JAKARTA – Kementerian Energi dan Sumber Daya Mineral (ESDM) sudah merampungkan draf Peraturan Presiden tentang Energi Baru Terbarukan (EBT). Draf tersebut sudah diserahkan ke Kementerian Sekretariat Negara dan tinggal menunggu persetujuan Presiden Joko Widodo.

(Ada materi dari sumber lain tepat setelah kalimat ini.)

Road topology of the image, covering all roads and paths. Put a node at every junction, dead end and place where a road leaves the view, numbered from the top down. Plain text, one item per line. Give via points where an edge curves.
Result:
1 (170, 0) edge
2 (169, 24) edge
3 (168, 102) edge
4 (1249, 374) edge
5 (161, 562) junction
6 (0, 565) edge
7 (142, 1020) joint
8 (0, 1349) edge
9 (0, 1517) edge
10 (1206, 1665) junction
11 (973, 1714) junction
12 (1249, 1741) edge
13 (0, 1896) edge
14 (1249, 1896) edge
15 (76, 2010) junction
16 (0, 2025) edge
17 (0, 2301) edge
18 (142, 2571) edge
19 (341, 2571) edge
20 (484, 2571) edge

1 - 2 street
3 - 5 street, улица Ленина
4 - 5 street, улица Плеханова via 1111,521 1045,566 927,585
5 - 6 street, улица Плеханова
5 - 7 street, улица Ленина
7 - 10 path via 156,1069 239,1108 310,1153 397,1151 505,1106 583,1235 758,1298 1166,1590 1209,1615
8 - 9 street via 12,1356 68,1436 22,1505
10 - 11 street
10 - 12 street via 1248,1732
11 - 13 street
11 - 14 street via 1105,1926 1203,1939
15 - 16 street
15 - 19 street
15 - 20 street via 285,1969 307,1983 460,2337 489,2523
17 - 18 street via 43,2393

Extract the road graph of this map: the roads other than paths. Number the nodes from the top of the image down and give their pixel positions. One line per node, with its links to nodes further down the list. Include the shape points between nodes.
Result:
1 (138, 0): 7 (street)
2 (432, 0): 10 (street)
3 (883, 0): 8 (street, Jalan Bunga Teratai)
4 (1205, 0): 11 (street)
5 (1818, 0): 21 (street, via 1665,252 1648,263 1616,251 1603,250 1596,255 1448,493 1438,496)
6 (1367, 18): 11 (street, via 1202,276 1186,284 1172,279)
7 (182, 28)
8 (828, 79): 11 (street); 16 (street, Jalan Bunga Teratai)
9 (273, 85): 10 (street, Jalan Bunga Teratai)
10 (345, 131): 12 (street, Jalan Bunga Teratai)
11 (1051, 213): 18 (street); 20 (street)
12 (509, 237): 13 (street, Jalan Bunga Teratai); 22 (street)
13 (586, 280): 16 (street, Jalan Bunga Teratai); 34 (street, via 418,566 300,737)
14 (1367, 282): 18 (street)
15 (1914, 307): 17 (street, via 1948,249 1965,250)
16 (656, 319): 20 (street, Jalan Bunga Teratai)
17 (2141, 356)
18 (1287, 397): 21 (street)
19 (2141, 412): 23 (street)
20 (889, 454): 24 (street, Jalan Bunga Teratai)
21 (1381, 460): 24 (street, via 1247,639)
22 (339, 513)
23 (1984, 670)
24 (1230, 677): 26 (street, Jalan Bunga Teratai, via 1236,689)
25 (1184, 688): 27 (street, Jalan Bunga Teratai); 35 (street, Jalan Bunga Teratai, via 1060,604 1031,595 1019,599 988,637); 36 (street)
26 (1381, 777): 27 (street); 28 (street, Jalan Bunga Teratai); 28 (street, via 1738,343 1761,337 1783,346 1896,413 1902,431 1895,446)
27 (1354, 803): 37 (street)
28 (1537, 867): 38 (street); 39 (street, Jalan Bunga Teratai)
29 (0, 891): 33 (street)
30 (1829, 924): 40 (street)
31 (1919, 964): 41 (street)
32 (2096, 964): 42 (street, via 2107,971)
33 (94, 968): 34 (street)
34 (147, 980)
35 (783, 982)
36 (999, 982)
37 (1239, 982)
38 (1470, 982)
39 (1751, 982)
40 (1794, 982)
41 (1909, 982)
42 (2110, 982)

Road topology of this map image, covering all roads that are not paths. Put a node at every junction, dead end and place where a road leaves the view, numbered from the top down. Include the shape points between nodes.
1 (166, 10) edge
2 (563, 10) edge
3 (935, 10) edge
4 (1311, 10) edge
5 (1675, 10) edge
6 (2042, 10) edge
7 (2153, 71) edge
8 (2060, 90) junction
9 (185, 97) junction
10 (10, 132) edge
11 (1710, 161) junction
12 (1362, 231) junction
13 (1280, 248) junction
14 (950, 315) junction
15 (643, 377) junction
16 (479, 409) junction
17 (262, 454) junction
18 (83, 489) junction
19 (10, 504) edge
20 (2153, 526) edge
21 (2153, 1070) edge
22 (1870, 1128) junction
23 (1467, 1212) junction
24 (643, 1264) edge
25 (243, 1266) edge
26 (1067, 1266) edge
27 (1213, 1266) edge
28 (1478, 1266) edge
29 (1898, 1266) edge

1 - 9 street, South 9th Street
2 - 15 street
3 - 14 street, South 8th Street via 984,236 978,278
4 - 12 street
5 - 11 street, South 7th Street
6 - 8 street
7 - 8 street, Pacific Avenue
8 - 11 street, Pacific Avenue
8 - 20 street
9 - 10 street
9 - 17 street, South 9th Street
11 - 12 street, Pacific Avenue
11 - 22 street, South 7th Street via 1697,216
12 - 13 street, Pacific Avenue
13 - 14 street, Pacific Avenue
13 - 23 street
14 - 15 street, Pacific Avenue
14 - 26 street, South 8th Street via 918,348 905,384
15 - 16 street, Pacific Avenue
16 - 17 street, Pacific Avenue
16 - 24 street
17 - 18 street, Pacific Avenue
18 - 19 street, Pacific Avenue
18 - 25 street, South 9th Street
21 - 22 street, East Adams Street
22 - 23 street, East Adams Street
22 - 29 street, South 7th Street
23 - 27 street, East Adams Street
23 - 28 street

FX Sutijastoto, Direktur Jenderal Energi Baru Terbarukan dan Konservasi Energi (EBTKE) Kementerian ESDM, mengatakan beleid tentang EBT akan mencakup aturan harga pembangkit listrik yang dihasilkan dari EBT. Pada aturan yang baru, pemerintah juga akan memberlakukan feed in tariff yang juga akan mempertimbangkan besaran investasi dan juga daya beli masyarakat.
“Sudah ada di presiden, tinggal di tanda tangan. Coming soon lah, semester satu ini,” kata Sutijastoto di Jakarta, Senin (3/2).
Dengan adanya aturan baru tersebut diharapkan gairah investasi pembangkit listrik sektor EBT bisa meningkat, sehingga pada akhirnya masyarakat bisa mendapatkan listrik dengan harga terjangkau. Keekonomian investor diutamakan dalam aturan baru agar semua rencana bisa terealisasi.
“Harganya diperbaiki, pokoknya menjabarkan di UU energi bahwa harga keekonomiannya wajar. Ini untuk mendorong agar pengusaha-pengusaha dalam negeri sama daerah itu berkembang,” ungkap Sutijastoto.
Dalam beleid terbaru nanti tarif EBT akan flat dalam kurun waktu 12 tahun pertama sejak pembangkit mulai beroperasi. Ini dimaksudkan agar para pelaku usaha bisa memperoleh kepastikan pengembalian modal usaha. Setelah 12 tahun tarif tersebut akan turun, namun tetap dengan penerapan flat tarif hingga berakhirnya masa kontrak.
“Sampai 12 tahun tinggi, setelah itu turun hingga berakhir masa kontrak. Kan ada yang kontraknya 30 tahun, ada yang 25 tahun. Dua tahap saja agar modal pengembang cepat balik,”katanya.
Untuk kontrak jual beli listriknya berlaku selama 30 tahun, maka evaluasi pertama harga listrik baru akan dilakukan setelah 18 tahun. Setelah itu, harga jual listrik ke PT PLN (Persero) akan turun dan berlaku tetap hingga kontrak berakhir.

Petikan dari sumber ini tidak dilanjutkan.